With DNSSEC there are two new records (NSEC, NSEC3), that let you say "between these two names, I guarantee there is no valid records". Thus if your nameserver supports this, it can say "there are no valid names between .pccw and .pe, and thus anything that ends with .pdf is invalid". NSEC and NSEC3 records can both be cached and your resolver can synthesise NXDOMAIN records for them. (See RFC8198 for details).
So, instead of spraying queries for "untitled.pdf" across the internet, you can quickly, and efficiently return NXDOMAIN.
Another cause of these is search paths, when you look up "news.ycombinator.net", if that resolution fails, it will try adding the search path, eg: "news.ycombinator.net.example.org", again, leaking typos, and filenames to everyone in your search path.
If you actually value your privacy, this is the first step that you should take.
The easiest solution to that, that has been known for many years, and the actual first step that one has been able to take for quite some time now, is running one's own root content DNS server on the LAN. DNS traffic for queries that use invalid top-level domains never escapes the LAN and never even reaches an ISP.
It's a fairly simple exercise in content DNS service. I actually set my machines up with a root content DNS server each.
At DNSFilter we solve for this by loading the list of valid TLDs from official sources every few hours and immediately rejecting invalid TLD requests. Works great for those who have mis-configured their LAN DNS and are sending us all their companydomain.lan traffic.
Doesn't solve for cases where it's a valid TLD, but the domain doesn't have a valid DNS record. Guess it would depend if the TLD in question is publishing said dnssec record.
I'm not sure this works the way you say it works. NSEC records are provided by authority servers; they're a way for the delegated owner of "." to say that there aren't zones between .PCCW and .PE. They work because they have chained signatures. A recursive server can't generate NSEC records for the DNS root, and, obviously, wouldn't have to; any DNS server, DNSSEC or not, can accomplish what you're talking about with a simple "if" statement.
tl;dr: These companies are successful when more people use the Internet. DNS is a major contributor to poor perceived internet performance. Thus providing better DNS services encourages people to use the Internet more.

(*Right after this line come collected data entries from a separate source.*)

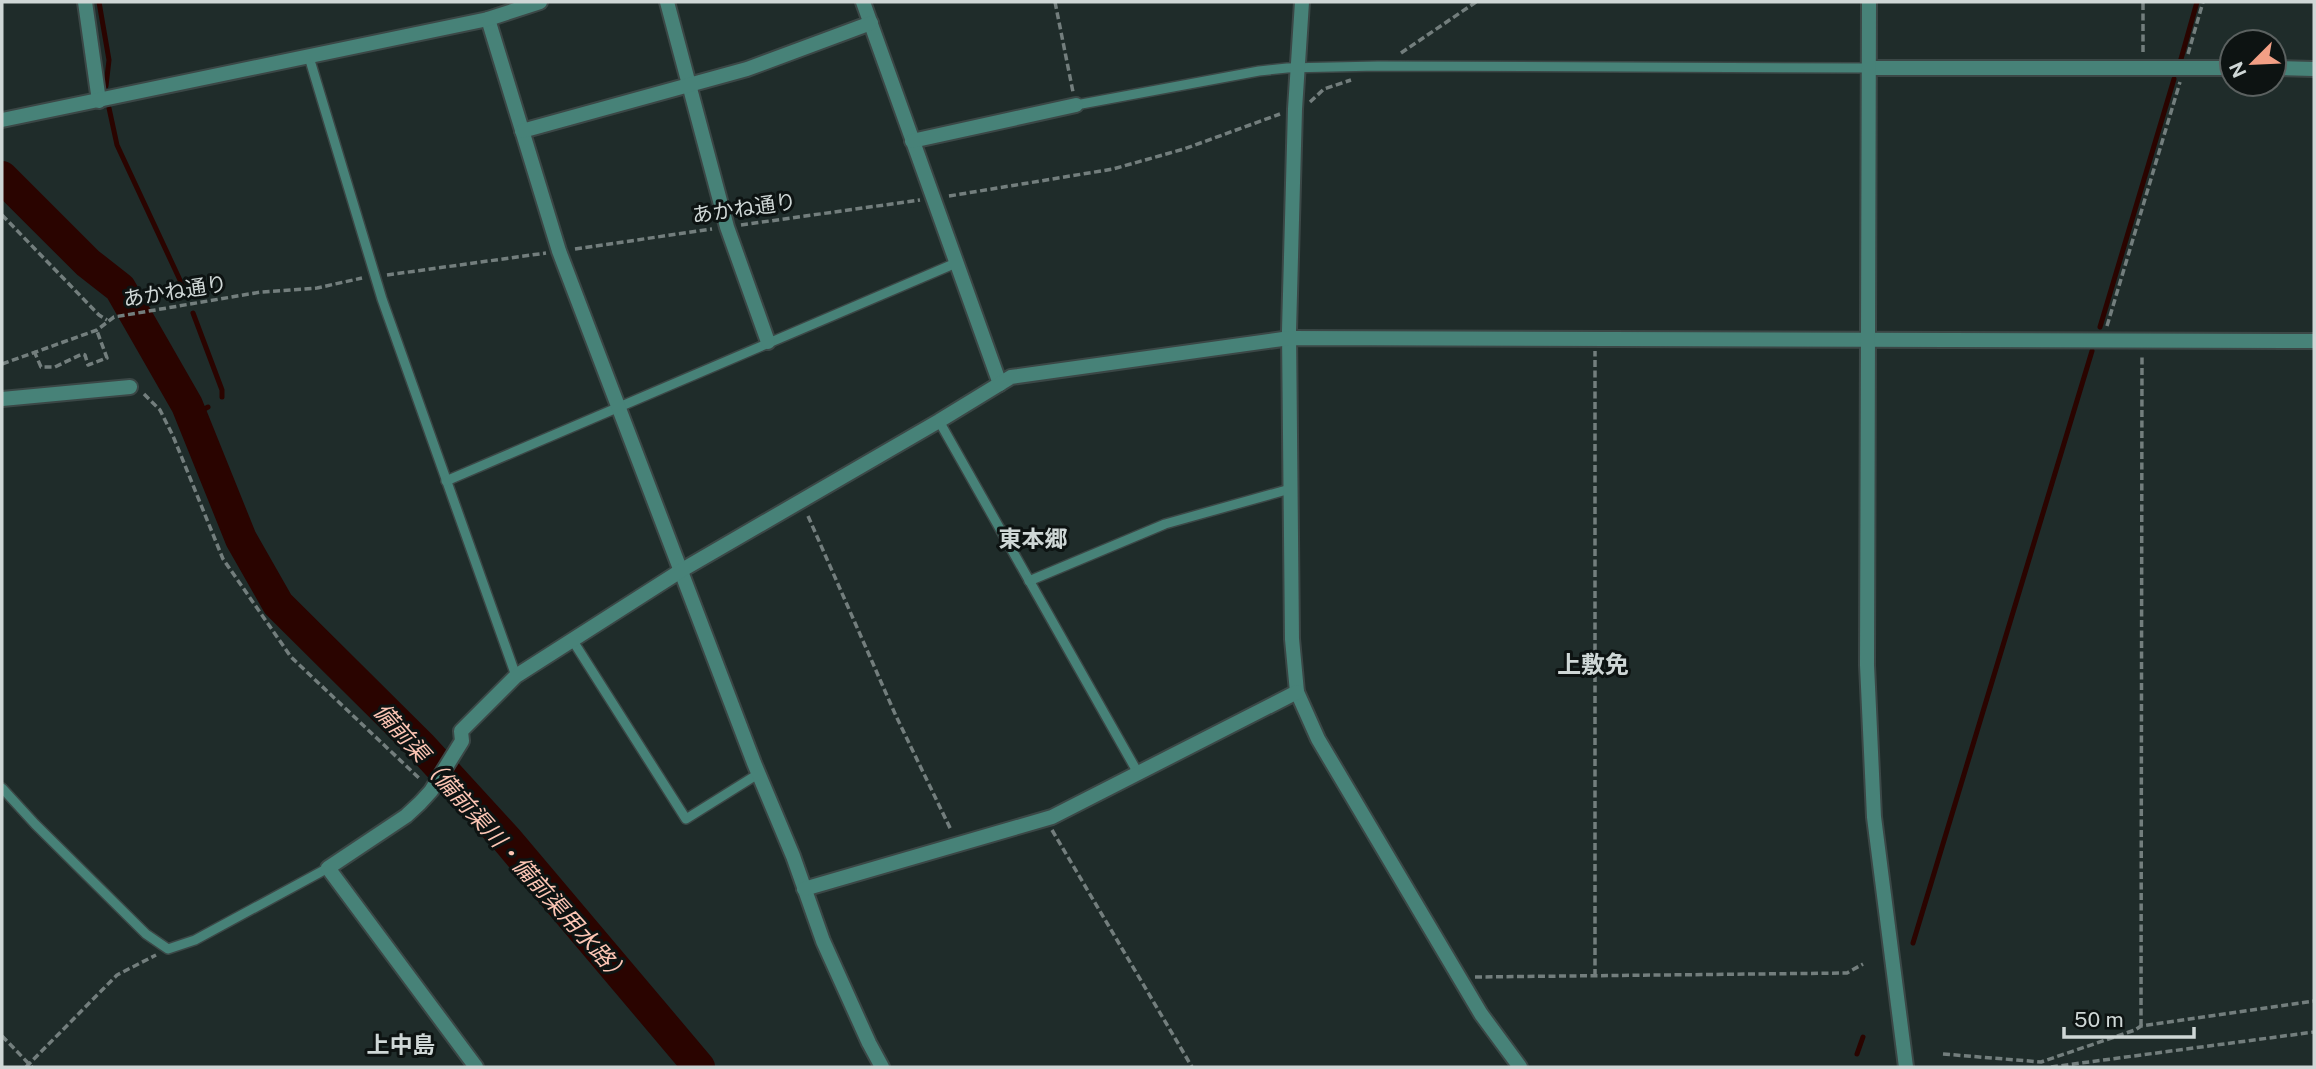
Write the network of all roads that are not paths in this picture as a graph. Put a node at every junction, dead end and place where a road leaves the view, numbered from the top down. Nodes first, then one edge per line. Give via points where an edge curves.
1 (85, 2) edge
2 (540, 2) edge
3 (667, 2) edge
4 (863, 2) edge
5 (1302, 2) edge
6 (1869, 2) edge
7 (488, 19) junction
8 (871, 23) junction
9 (309, 57) junction
10 (1870, 68) junction
11 (2218, 68) edge
12 (2288, 68) edge
13 (1297, 69) junction
14 (2314, 69) edge
15 (690, 87) junction
16 (99, 101) junction
17 (1076, 105) joint
18 (2, 120) edge
19 (522, 131) junction
20 (912, 141) junction
21 (956, 263) junction
22 (1290, 338) junction
23 (1867, 338) junction
24 (2314, 341) edge
25 (768, 342) junction
26 (1000, 384) junction
27 (130, 387) road end
28 (2, 399) edge
29 (620, 407) junction
30 (939, 421) junction
31 (446, 481) junction
32 (1290, 489) junction
33 (682, 570) junction
34 (1029, 581) junction
35 (573, 640) junction
36 (516, 676) junction
37 (1297, 692) junction
38 (1138, 773) junction
39 (758, 774) junction
40 (2, 788) edge
41 (328, 868) junction
42 (804, 889) junction
43 (476, 1067) edge
44 (882, 1067) edge
45 (1520, 1067) edge
46 (1906, 1067) edge

1 - 16 street
2 - 7 street
3 - 15 street
4 - 8 street
5 - 13 street
6 - 10 street
7 - 9 street
7 - 19 street
8 - 15 street
8 - 20 street
9 - 16 street
9 - 31 lane via 382,299
10 - 11 street
10 - 13 lane
10 - 23 street
12 - 14 street
13 - 17 lane via 1259,71
13 - 22 street
15 - 19 street
15 - 25 street via 727,227
16 - 18 street
17 - 20 street
19 - 29 street via 559,251
20 - 21 street
21 - 25 lane
21 - 26 street
22 - 23 street
22 - 26 street via 1011,377
22 - 32 street
23 - 24 street
23 - 46 street via 1871,764
25 - 29 lane
26 - 30 street
27 - 28 street
29 - 31 lane
29 - 33 street
30 - 33 street
30 - 34 lane
31 - 36 lane
32 - 34 lane via 1165,524
32 - 37 street
33 - 35 street
33 - 39 street
34 - 38 lane
35 - 36 street
35 - 39 lane via 686,819
36 - 41 street via 461,731 462,741 434,786 406,816
37 - 38 street
37 - 45 street via 1318,739 1481,1014
38 - 42 street via 1045,820
39 - 42 street
40 - 41 lane via 146,934 167,949 195,940
41 - 43 street
42 - 44 street

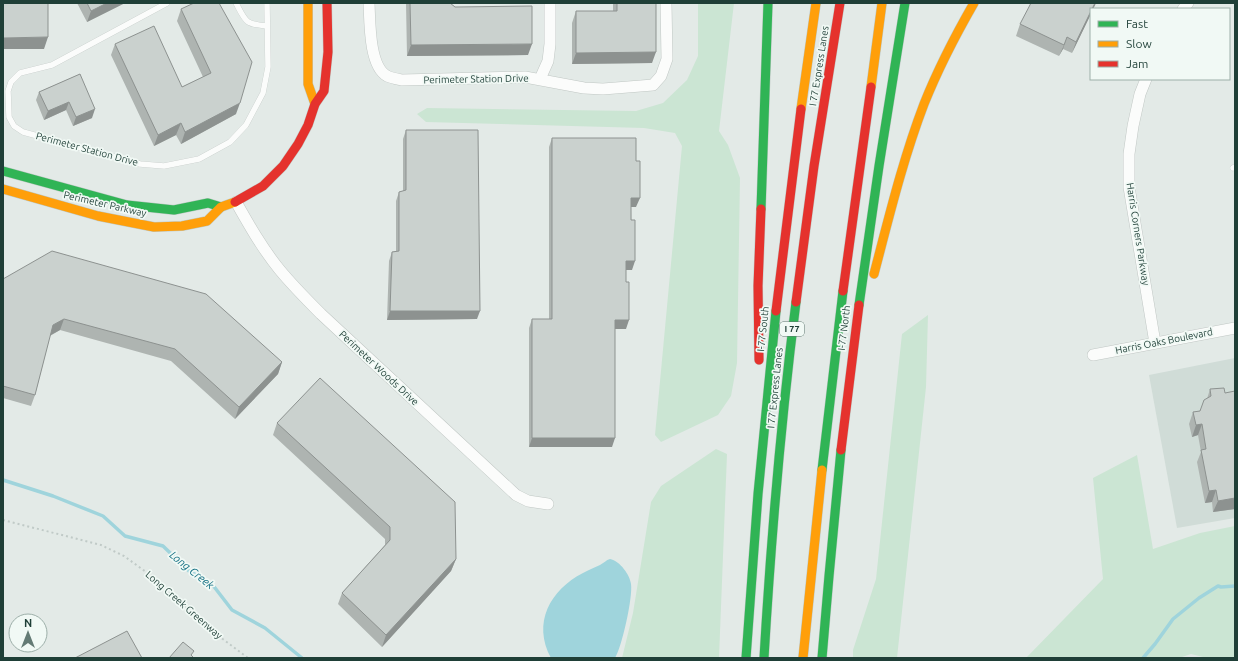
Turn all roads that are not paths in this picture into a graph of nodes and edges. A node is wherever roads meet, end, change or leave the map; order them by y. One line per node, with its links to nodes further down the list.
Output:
1 (167, 3): 15 (lane, Perimeter Station Drive)
2 (236, 3): 15 (lane)
3 (266, 3): 15 (lane, Perimeter Station Drive)
4 (308, 3): 18 (main road)
5 (327, 3): 18 (main road, Perimeter Parkway)
6 (369, 3): 16 (street, Perimeter Station Drive)
7 (550, 3): 16 (street)
8 (666, 3): 16 (street, Perimeter Station Drive)
9 (768, 3): 26 (main road)
10 (816, 3): 29 (main road, I-77 South / I 77)
11 (840, 3): 32 (main road, I 77 Express Lanes / I 77)
12 (882, 3): 33 (main road)
13 (905, 3): 27 (main road, I-77 North)
14 (974, 3): 27 (main road)
15 (267, 26)
16 (540, 79)
17 (1146, 80): 24 (street, Harris Corners Parkway)
18 (315, 104): 21 (main road, Perimeter Parkway)
19 (3, 172): 22 (main road, Perimeter Parkway)
20 (3, 189): 22 (main road, Perimeter Parkway)
21 (236, 202): 22 (main road, Perimeter Parkway); 30 (street, Perimeter Woods Drive)
22 (221, 207)
23 (1235, 328): 24 (street, Harris Oaks Boulevard)
24 (1155, 343): 25 (street, Harris Oaks Boulevard)
25 (1093, 355)
26 (760, 365)
27 (850, 366): 34 (main road, I-77 North)
28 (760, 381): 29 (main road)
29 (761, 460): 31 (main road, I-77 South / I 77)
30 (548, 504)
31 (746, 658)
32 (764, 658)
33 (803, 658)
34 (822, 658)

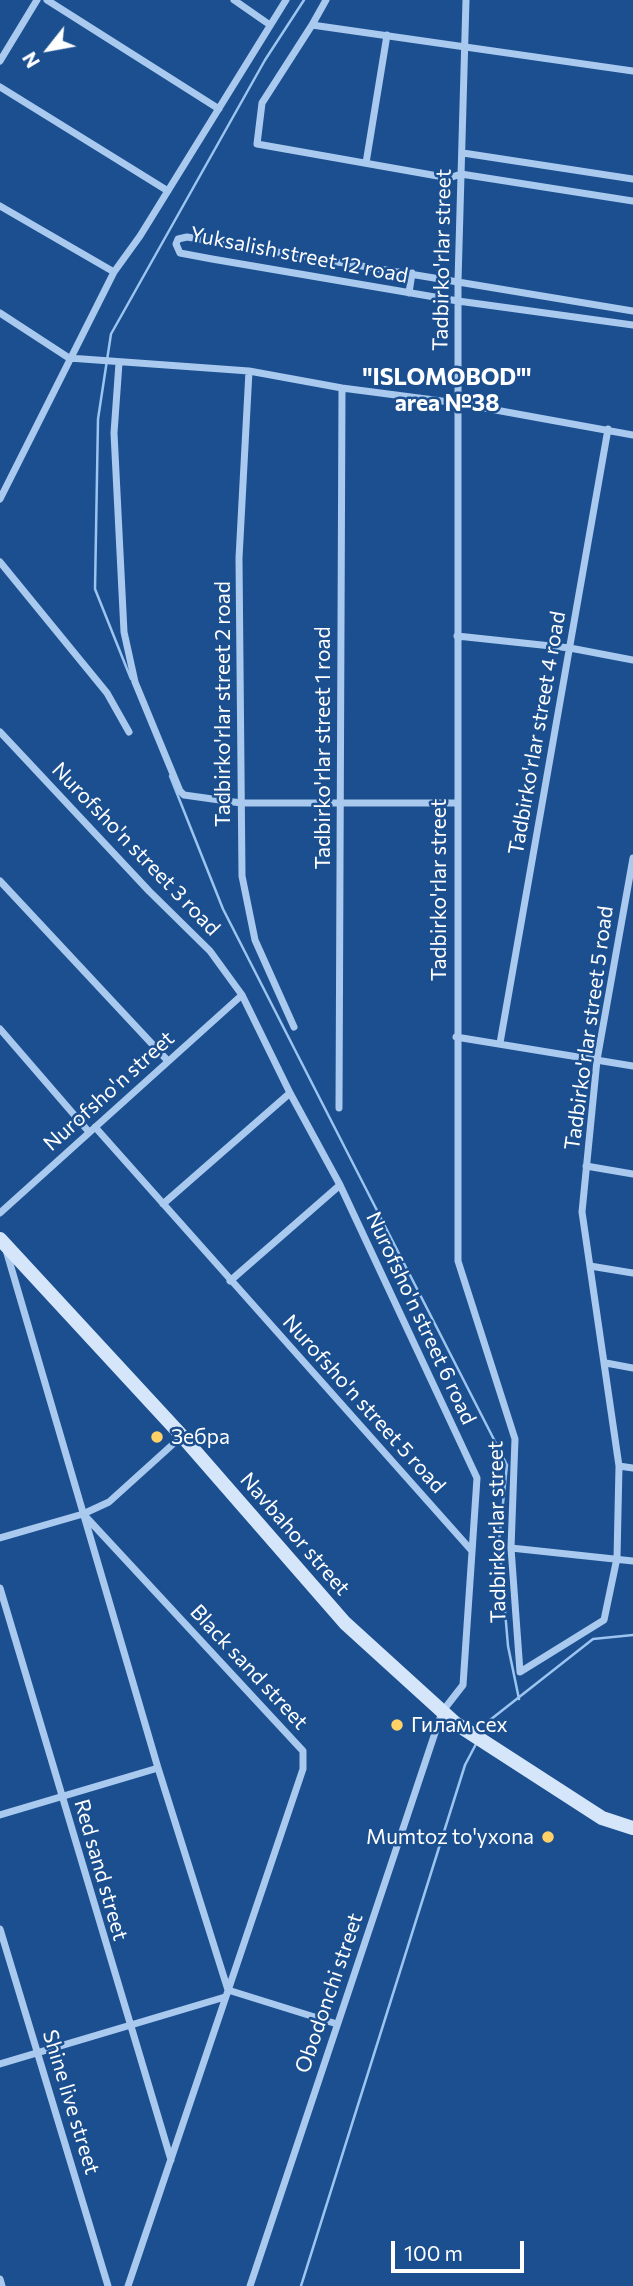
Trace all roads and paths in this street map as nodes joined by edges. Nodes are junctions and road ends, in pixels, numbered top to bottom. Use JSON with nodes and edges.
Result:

tl;dr: Google succeeds when people use websearch. Cloudfare succeeds when people use the Internet in general. People use websearch more when the Internet is fast and reliable. ISPs resolvers are frequently not fast nor reliable. Thus if you can improve peoples Internet experience with a better resolver, you improve your core business.
No need to track anyone via DNS for this to be successful.
You'd have to change your nameserver manually unfortunately.
But you could build a good webpage that actually measures how well your current nameserver performs over a wide variety of different types of lookups, both warm and cold caches etc.